A wonderful read for anyone with an interest in Bloomsbury and/or feminist history and/or LGB history and/or London psychogeography and/or the intersections thereof. Francesca Wade looks at five women who lived in Bloomsbury’s Mecklenburgh Square at various points in the first half of the twentieth century – three literary (H.D., Dorothy L. Sayers and Virginia Woolf) and two academic (Eileen Power and Jane Harrison.)

The portraits of these notable women are written with warmth and curiosity (and larded with some nice gossipy titbits, don’t judge me), bringing their personalities and work to life, situating them in their homes and local networks. This is not to domesticise these women – they weren’t just impressive thinkers but very much doers – and looks at where and how they worked, in terms of home life, London life, and the community of artists, authors, publishers and campaigners of that time. Francesca Wade really captures how interconnected these strands were, and the alternative community that was open to women who wanted / needed to be useful and creative, rather than decorative household fixtures.

The book spans the early twentieth century mainly, focusing on the artistic eruption of interwar years, the aftermath of WW1 and the horror of WW2 – she draws on contemporary accounts to depict vividly London under the Blitz and the destruction of part of Mecklenburgh Square in particular, the Woolfs forlornly picking through the rubble to see what could be salvaged from their home. Wade captures both the horrific immediacy of nightly bombing raids and their wider ripples, socially and psychologically; also the curious tension and freedom of the preceding years of uneasy peace, rapidly changing social conditions, new art forms, and all that went with that.

I liked how Wade foregrounds the political aspect of Bloomsbury. Rather than an ivory tower of writers and artists theorising in drawing rooms, she describes a community that was very much about campaigning, activism and social justice, very politicised, with a continued discussion about the relationship between art, literature, politics and current social issues. For me it also really underlined the need for community, in art and activism. These were all women who were outside the establishment despite the varying degrees of privilege they were born into – none fitted into the academic or literary canon, or conformed to the traditional life-route of middle class women, and had to carve their own way. The mutual support from and deep friendships with other women that gave them the encouragement and stimulation to work, beyond the usual narrative of supportive husbands, a good income and a room of one’s own was a real pleasure to read.

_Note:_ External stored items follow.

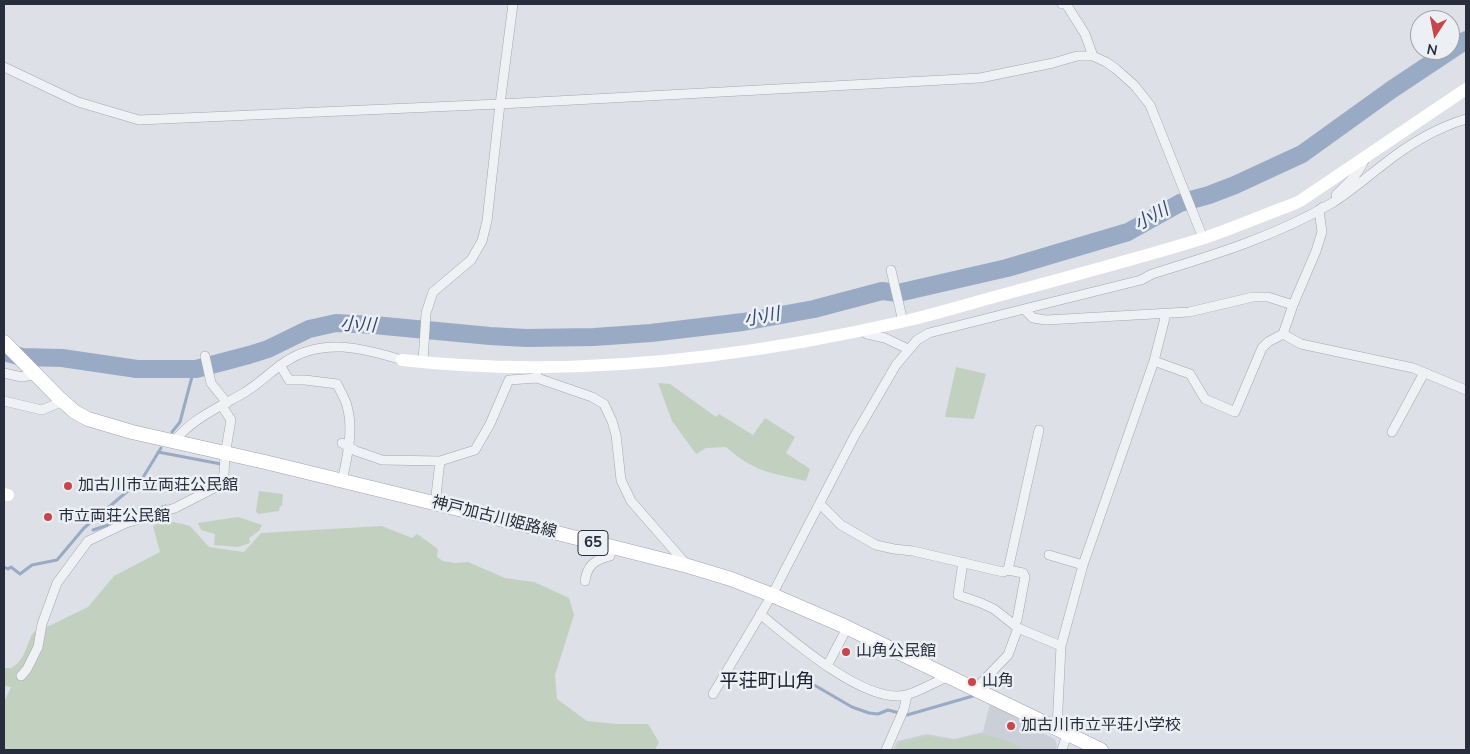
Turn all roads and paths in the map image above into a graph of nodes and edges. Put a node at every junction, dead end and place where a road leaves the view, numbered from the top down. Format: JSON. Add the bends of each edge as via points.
{"nodes":[{"id":1,"x":513,"y":4,"type":"edge"},
{"id":2,"x":1062,"y":4,"type":"edge"},
{"id":3,"x":1093,"y":56,"type":"junction"},
{"id":4,"x":4,"y":67,"type":"edge"},
{"id":5,"x":1463,"y":94,"type":"edge"},
{"id":6,"x":500,"y":104,"type":"junction"},
{"id":7,"x":1466,"y":119,"type":"edge"},
{"id":8,"x":1365,"y":157,"type":"junction"},
{"id":9,"x":1319,"y":210,"type":"junction"},
{"id":10,"x":1203,"y":238,"type":"junction"},
{"id":11,"x":891,"y":270,"type":"dead end"},
{"id":12,"x":1293,"y":304,"type":"junction"},
{"id":13,"x":1024,"y":309,"type":"junction"},
{"id":14,"x":1166,"y":314,"type":"junction"},
{"id":15,"x":903,"y":322,"type":"junction"},
{"id":16,"x":862,"y":330,"type":"junction"},
{"id":17,"x":1283,"y":334,"type":"junction"},
{"id":18,"x":4,"y":342,"type":"edge"},
{"id":19,"x":908,"y":349,"type":"junction"},
{"id":20,"x":205,"y":356,"type":"dead end"},
{"id":21,"x":402,"y":360,"type":"joint"},
{"id":22,"x":1154,"y":361,"type":"junction"},
{"id":23,"x":423,"y":362,"type":"junction"},
{"id":24,"x":280,"y":365,"type":"junction"},
{"id":25,"x":537,"y":372,"type":"junction"},
{"id":26,"x":1424,"y":373,"type":"junction"},
{"id":27,"x":4,"y":374,"type":"edge"},
{"id":28,"x":37,"y":374,"type":"junction"},
{"id":29,"x":1466,"y":390,"type":"edge"},
{"id":30,"x":4,"y":401,"type":"edge"},
{"id":31,"x":63,"y":401,"type":"junction"},
{"id":32,"x":224,"y":405,"type":"junction"},
{"id":33,"x":1039,"y":430,"type":"dead end"},
{"id":34,"x":1392,"y":432,"type":"dead end"},
{"id":35,"x":174,"y":442,"type":"junction"},
{"id":36,"x":346,"y":445,"type":"junction"},
{"id":37,"x":225,"y":453,"type":"junction"},
{"id":38,"x":440,"y":461,"type":"junction"},
{"id":39,"x":342,"y":482,"type":"junction"},
{"id":40,"x":435,"y":504,"type":"junction"},
{"id":41,"x":820,"y":504,"type":"junction"},
{"id":42,"x":611,"y":547,"type":"junction"},
{"id":43,"x":1049,"y":555,"type":"dead end"},
{"id":44,"x":963,"y":562,"type":"junction"},
{"id":45,"x":1083,"y":565,"type":"junction"},
{"id":46,"x":688,"y":566,"type":"junction"},
{"id":47,"x":1008,"y":570,"type":"junction"},
{"id":48,"x":585,"y":581,"type":"dead end"},
{"id":49,"x":772,"y":595,"type":"junction"},
{"id":50,"x":760,"y":614,"type":"junction"},
{"id":51,"x":1016,"y":626,"type":"junction"},
{"id":52,"x":848,"y":628,"type":"junction"},
{"id":53,"x":1061,"y":646,"type":"junction"},
{"id":54,"x":827,"y":666,"type":"junction"},
{"id":55,"x":21,"y":676,"type":"dead end"},
{"id":56,"x":946,"y":677,"type":"junction"},
{"id":57,"x":977,"y":691,"type":"junction"},
{"id":58,"x":713,"y":694,"type":"dead end"},
{"id":59,"x":907,"y":695,"type":"junction"},
{"id":60,"x":1062,"y":732,"type":"junction"},
{"id":61,"x":886,"y":750,"type":"edge"},
{"id":62,"x":1062,"y":750,"type":"edge"},
{"id":63,"x":1101,"y":750,"type":"edge"}],
"edges":[{"from":1,"to":6,"type":"street"},
{"from":2,"to":3,"type":"street","via":[[1066,4],[1085,34]]},
{"from":3,"to":6,"type":"street","via":[[1077,56],[980,78]]},
{"from":3,"to":10,"type":"street","via":[[1120,72],[1150,105]]},
{"from":4,"to":6,"type":"street","via":[[78,102],[139,120]]},
{"from":5,"to":8,"type":"street"},
{"from":6,"to":23,"type":"street","via":[[482,241],[471,260],[434,292],[426,313]]},
{"from":7,"to":9,"type":"street","via":[[1446,125],[1399,153]]},
{"from":8,"to":9,"type":"street","via":[[1352,179]]},
{"from":8,"to":10,"type":"street","via":[[1300,201]]},
{"from":9,"to":12,"type":"street","via":[[1322,232]]},
{"from":9,"to":13,"type":"street","via":[[1278,231],[1140,280]]},
{"from":10,"to":15,"type":"street"},
{"from":11,"to":15,"type":"street"},
{"from":12,"to":14,"type":"street","via":[[1268,297],[1253,297],[1209,309]]},
{"from":12,"to":17,"type":"street"},
{"from":13,"to":14,"type":"street","via":[[1032,318],[1046,320]]},
{"from":13,"to":19,"type":"street","via":[[929,333]]},
{"from":14,"to":22,"type":"street"},
{"from":15,"to":16,"type":"street"},
{"from":16,"to":19,"type":"street"},
{"from":16,"to":25,"type":"street","via":[[731,353]]},
{"from":17,"to":22,"type":"street","via":[[1262,348],[1235,412],[1205,400],[1190,374]]},
{"from":17,"to":26,"type":"street","via":[[1301,344]]},
{"from":18,"to":28,"type":"main road","name":"神戸加古川姫路線","number":"65"},
{"from":19,"to":41,"type":"street","via":[[854,437]]},
{"from":20,"to":32,"type":"street","via":[[211,383]]},
{"from":21,"to":23,"type":"street"},
{"from":21,"to":24,"type":"street","via":[[365,349],[334,346],[298,354]]},
{"from":22,"to":45,"type":"street"},
{"from":23,"to":25,"type":"street"},
{"from":24,"to":32,"type":"street","via":[[248,391]]},
{"from":24,"to":36,"type":"street","via":[[289,380],[337,384],[347,405]]},
{"from":25,"to":38,"type":"street","via":[[508,380],[475,450]]},
{"from":25,"to":46,"type":"street","via":[[604,404],[616,435],[621,480],[631,501]]},
{"from":26,"to":29,"type":"street"},
{"from":26,"to":34,"type":"street"},
{"from":27,"to":28,"type":"street","via":[[28,377]]},
{"from":28,"to":31,"type":"main road","name":"神戸加古川姫路線","number":"65"},
{"from":30,"to":31,"type":"street","via":[[42,410]]},
{"from":31,"to":35,"type":"main road","name":"神戸加古川姫路線","number":"65","via":[[88,419]]},
{"from":32,"to":35,"type":"street","via":[[182,430]]},
{"from":32,"to":37,"type":"street","via":[[231,420]]},
{"from":33,"to":47,"type":"street"},
{"from":35,"to":37,"type":"main road","name":"神戸加古川姫路線","number":"65"},
{"from":36,"to":38,"type":"street","via":[[382,460]]},
{"from":36,"to":39,"type":"street"},
{"from":37,"to":39,"type":"main road","name":"神戸加古川姫路線","number":"65"},
{"from":37,"to":55,"type":"street","via":[[224,474],[216,487],[175,508],[126,523],[88,541],[57,583],[42,624],[38,647]]},
{"from":38,"to":40,"type":"street"},
{"from":39,"to":40,"type":"main road","name":"神戸加古川姫路線","number":"65"},
{"from":40,"to":42,"type":"main road","name":"神戸加古川姫路線","number":"65"},
{"from":41,"to":44,"type":"street","via":[[841,525],[876,545]]},
{"from":41,"to":49,"type":"street"},
{"from":42,"to":46,"type":"main road","name":"神戸加古川姫路線","number":"65"},
{"from":42,"to":48,"type":"street","via":[[610,556],[598,559],[589,567]]},
{"from":43,"to":45,"type":"street"},
{"from":44,"to":47,"type":"street","via":[[1003,572]]},
{"from":44,"to":51,"type":"street","via":[[958,595],[994,609]]},
{"from":45,"to":53,"type":"street"},
{"from":46,"to":49,"type":"main road","name":"神戸加古川姫路線","number":"65"},
{"from":47,"to":51,"type":"street","via":[[1025,577]]},
{"from":49,"to":50,"type":"street"},
{"from":49,"to":52,"type":"main road","name":"神戸加古川姫路線","number":"65"},
{"from":50,"to":54,"type":"street"},
{"from":50,"to":58,"type":"street"},
{"from":51,"to":53,"type":"street"},
{"from":51,"to":57,"type":"street","via":[[1008,655]]},
{"from":52,"to":54,"type":"street"},
{"from":52,"to":56,"type":"main road","name":"神戸加古川姫路線","number":"65"},
{"from":53,"to":60,"type":"street"},
{"from":54,"to":59,"type":"street","via":[[865,688],[886,695]]},
{"from":56,"to":57,"type":"main road","name":"神戸加古川姫路線","number":"65"},
{"from":56,"to":59,"type":"street"},
{"from":57,"to":60,"type":"main road","name":"神戸加古川姫路線","number":"65"},
{"from":59,"to":61,"type":"street"},
{"from":60,"to":62,"type":"street"},
{"from":60,"to":63,"type":"main road","name":"神戸加古川姫路線","number":"65"}]}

The final chapter is quite melancholy. Woolf and Sayers have never gone out print, but H.D. had to be revived by the Virago Press in the 1980s despite being huge in her time. Harrison and Power’s work was either taken to be that of male academics or forgotten, as must have been the lot of so many women in those fields then, but Wade highlights their influence on the thinking of the time, in Bloomsbury and more widely. An excellent work of women’s history, London history, early C20th cultural history, and a really enjoyable, engaging and inspiring read.